Bonginkosi Madikizela is Western Cape DA leader and WC Minister of Transport and Public Works.

Just a few years ago it was unthinkable to say that the post-liberation governing party of South Africa was heading for extinction. Some would have called that sacrilege. But nine years later it is all but a forgone conclusion. It is inevitable, and no one in the ANC is able to stop it.

The anti-Zuma mass marches across the country are speeding up the ANC’s demise. For they are not marches against Jacob Zuma alone, they are marches against his very elevation to power, and his entrenchment of power; aided and abetted by the ANC at every step of the way. The top leadership has done nothing to stop Zuma, and they will pay the highest political price.

The recent Cabinet reshuffle by President Zuma was the last straw that resulted in two rating agencies downgrading South Africa to junk status, but the reshuffle was more like the tip of an iceberg. The vast mass of Zuma’s sins lurk beneath the water. South Africa and the world know this. We know that his corrupt insider deals, capture of the state, manipulation of the police and prosecution, undermining of Parliament and zero policy direction for our economy all coalesce to paint the real picture of his terrible presidency. Yet the ANC stands behind him unwaveringly.

Many people are calling for Zuma to step down. But in fact, we should be calling for the ANC to concede that it has failed to live up to the promises it made in 1994, “a better life for all”. It has not made the lives of all South Africans at all better, in fact, it has dragged millions more into unemployment and poverty.

In 1964 Zambia gained independence from Britain and the United National Independent Party (UNIP) won pre-independence elections.
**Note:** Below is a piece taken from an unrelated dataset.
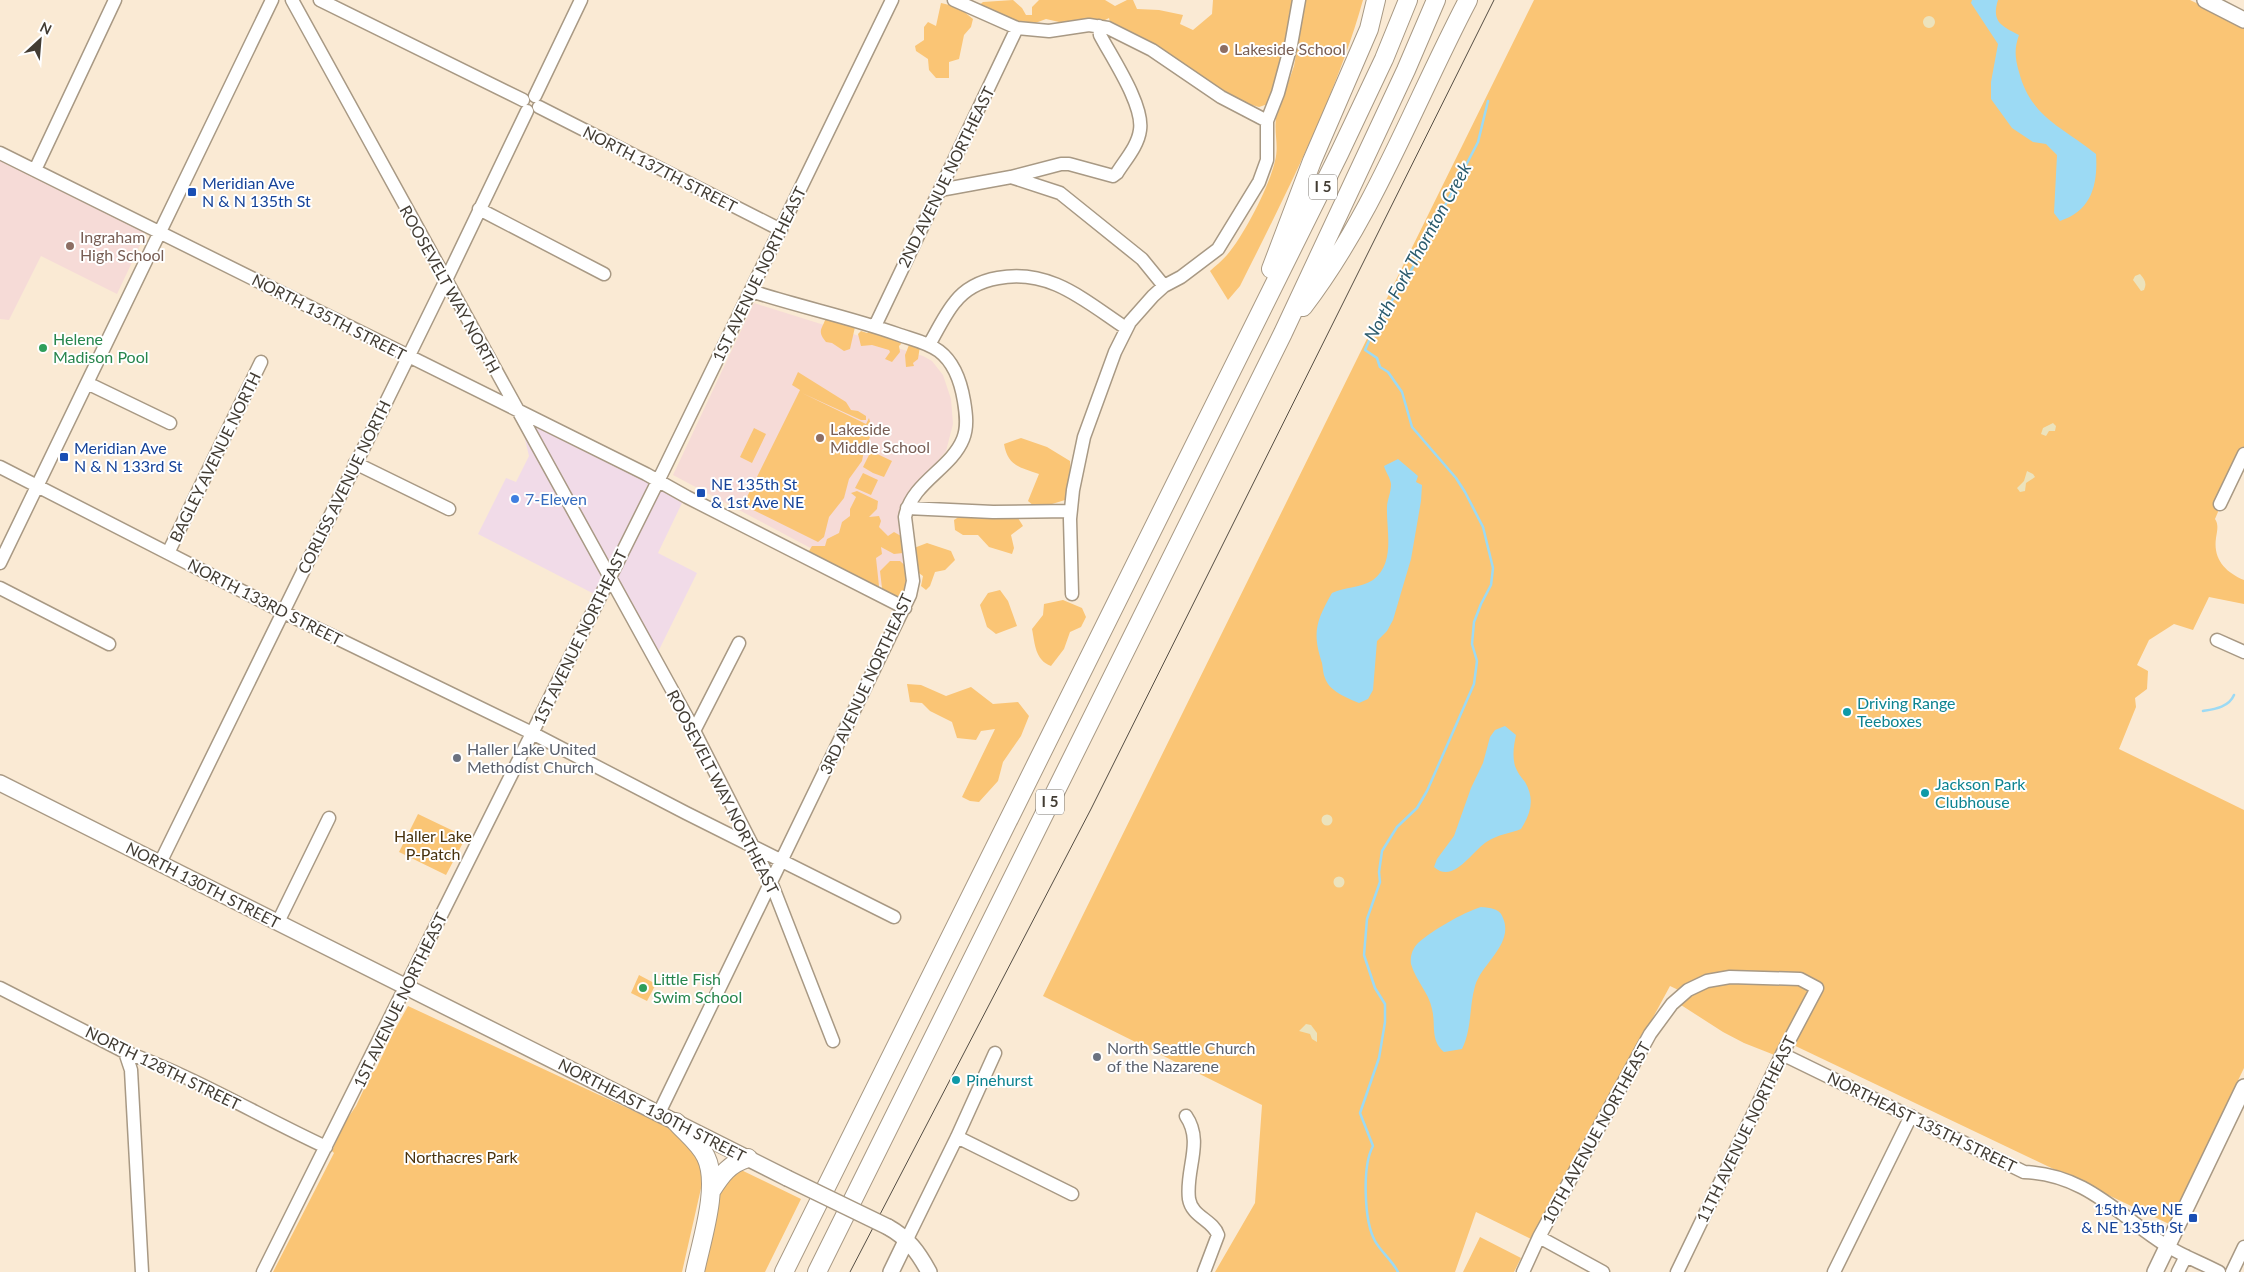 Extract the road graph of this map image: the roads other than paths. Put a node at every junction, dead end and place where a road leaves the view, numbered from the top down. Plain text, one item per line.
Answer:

Kenneth Kaunda was elected prime minister, and later that same year elected president after the country adopted the presidential system. Kaunda was again re-elected in 1968. In 1972 all political parties, except UNIP were banned in Zambia and Kaunda was re-elected unopposed in 1973, 1978, 1983 and 1988. Twenty seven years after independence, in 1991, Kenneth Kaunda and UNIP lost power to a unionist, Frederick Chiluba’s party. In the last elections in Zambia, UNIP got only 1% of the votes. What happened in Zambia last week, and to its opposition leader, is a story for another day but the decline of the liberator in Zambia from 1964 to 1991 is the real story. In 27 years, from hero to zero.

In 2019, it will be 25 years since the ANC took control of the country – I predict it will also be the end of it. The ANC will be severely wounded in 2019, as the people take their mass action from the streets today to the ballot box then.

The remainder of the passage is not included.